(Dataset entries)
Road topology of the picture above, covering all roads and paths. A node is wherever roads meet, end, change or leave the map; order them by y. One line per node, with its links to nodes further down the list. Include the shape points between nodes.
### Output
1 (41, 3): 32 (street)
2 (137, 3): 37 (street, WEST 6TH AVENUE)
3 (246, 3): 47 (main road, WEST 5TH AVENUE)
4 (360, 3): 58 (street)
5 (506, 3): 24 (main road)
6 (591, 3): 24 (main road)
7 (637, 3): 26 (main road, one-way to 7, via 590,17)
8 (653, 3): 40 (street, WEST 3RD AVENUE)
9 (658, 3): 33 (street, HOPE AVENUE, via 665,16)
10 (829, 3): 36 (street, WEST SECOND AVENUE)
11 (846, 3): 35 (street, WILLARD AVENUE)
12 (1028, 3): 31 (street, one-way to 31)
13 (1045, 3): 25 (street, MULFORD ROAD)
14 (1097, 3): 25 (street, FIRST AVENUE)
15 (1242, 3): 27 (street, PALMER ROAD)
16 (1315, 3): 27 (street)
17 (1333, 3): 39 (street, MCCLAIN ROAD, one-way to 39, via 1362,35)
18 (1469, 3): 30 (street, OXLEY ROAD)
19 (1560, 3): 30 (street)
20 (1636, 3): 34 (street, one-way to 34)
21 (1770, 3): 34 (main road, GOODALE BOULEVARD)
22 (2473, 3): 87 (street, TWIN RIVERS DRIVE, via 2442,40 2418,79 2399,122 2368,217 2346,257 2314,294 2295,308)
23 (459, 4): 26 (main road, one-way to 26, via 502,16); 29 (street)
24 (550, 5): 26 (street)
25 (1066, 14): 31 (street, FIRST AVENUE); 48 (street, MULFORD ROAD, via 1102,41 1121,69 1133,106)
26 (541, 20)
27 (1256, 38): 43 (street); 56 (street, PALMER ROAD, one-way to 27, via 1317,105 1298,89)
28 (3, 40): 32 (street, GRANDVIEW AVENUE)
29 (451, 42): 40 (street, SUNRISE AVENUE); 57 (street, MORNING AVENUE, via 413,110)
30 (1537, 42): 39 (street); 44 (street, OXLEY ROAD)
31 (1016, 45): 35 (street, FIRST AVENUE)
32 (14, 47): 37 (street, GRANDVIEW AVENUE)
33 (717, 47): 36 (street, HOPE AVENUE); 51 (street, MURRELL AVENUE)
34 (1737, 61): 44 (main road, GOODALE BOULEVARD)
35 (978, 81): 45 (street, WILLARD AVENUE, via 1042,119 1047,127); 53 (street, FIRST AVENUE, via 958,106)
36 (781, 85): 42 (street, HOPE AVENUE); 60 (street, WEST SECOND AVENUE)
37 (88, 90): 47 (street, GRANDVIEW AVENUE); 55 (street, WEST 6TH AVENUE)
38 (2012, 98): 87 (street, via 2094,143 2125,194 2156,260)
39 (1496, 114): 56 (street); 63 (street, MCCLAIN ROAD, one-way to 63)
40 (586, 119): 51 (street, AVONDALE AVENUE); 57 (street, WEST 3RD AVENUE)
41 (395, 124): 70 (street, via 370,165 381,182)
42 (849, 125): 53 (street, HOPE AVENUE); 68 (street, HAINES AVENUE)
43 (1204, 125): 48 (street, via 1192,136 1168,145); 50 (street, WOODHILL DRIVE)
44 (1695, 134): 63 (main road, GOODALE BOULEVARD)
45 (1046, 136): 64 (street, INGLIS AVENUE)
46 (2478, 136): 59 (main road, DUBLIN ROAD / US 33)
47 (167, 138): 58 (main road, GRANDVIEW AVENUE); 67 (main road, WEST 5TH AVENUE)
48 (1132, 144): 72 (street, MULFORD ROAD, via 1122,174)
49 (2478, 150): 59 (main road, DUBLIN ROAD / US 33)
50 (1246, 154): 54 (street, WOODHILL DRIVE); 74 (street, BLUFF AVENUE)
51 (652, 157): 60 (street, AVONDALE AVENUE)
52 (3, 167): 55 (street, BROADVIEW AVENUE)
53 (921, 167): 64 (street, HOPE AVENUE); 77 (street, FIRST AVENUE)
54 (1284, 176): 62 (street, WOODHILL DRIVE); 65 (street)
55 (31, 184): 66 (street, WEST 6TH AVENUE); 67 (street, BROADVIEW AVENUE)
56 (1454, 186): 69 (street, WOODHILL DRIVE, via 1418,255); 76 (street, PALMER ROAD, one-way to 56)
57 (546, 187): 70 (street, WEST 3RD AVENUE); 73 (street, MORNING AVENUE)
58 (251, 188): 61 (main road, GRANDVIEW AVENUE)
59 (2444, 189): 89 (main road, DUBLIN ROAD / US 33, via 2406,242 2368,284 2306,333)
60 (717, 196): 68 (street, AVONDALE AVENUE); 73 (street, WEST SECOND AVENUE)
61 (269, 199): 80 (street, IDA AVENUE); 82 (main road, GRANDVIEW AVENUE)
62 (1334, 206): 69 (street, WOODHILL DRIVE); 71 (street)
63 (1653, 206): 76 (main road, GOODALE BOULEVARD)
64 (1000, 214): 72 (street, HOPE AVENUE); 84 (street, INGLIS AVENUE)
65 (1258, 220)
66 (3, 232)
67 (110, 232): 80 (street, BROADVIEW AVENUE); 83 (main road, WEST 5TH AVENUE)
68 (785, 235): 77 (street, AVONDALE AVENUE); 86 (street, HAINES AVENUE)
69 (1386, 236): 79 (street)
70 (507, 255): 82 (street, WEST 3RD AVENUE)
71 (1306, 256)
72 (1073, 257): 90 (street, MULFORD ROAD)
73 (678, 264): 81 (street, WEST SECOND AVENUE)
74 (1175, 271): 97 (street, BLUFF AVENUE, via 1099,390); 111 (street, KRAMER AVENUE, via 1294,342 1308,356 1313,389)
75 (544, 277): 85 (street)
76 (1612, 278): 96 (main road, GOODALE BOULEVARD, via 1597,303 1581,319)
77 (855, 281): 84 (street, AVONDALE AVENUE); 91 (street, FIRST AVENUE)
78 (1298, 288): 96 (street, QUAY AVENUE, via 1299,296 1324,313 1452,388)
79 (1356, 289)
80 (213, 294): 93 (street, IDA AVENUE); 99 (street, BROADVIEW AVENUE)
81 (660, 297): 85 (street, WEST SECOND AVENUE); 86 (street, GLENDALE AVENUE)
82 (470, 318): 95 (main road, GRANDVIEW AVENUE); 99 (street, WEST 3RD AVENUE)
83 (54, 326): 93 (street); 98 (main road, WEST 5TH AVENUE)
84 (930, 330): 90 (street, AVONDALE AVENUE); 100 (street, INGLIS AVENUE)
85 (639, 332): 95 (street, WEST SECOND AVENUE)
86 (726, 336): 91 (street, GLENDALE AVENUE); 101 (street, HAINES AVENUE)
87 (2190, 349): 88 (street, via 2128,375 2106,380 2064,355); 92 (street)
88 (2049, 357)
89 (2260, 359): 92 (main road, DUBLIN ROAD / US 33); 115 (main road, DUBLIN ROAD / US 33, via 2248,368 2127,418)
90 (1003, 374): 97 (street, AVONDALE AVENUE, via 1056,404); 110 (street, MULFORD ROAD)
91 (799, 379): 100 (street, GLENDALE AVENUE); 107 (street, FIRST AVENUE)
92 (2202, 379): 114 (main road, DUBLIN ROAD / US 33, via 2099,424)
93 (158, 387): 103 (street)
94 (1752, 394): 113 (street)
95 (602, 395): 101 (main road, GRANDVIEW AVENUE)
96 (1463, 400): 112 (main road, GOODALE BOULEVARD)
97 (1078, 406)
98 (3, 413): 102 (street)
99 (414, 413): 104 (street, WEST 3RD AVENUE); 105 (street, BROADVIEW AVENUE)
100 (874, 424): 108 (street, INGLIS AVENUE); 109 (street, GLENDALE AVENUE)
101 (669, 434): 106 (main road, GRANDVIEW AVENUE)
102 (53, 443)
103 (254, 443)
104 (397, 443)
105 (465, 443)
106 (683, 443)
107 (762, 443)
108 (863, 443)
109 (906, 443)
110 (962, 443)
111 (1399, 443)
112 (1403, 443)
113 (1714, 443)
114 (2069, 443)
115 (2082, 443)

Required work: Among the entries, count the lines that hold "MULFORD". Reply with the count only.

Result for this task: 5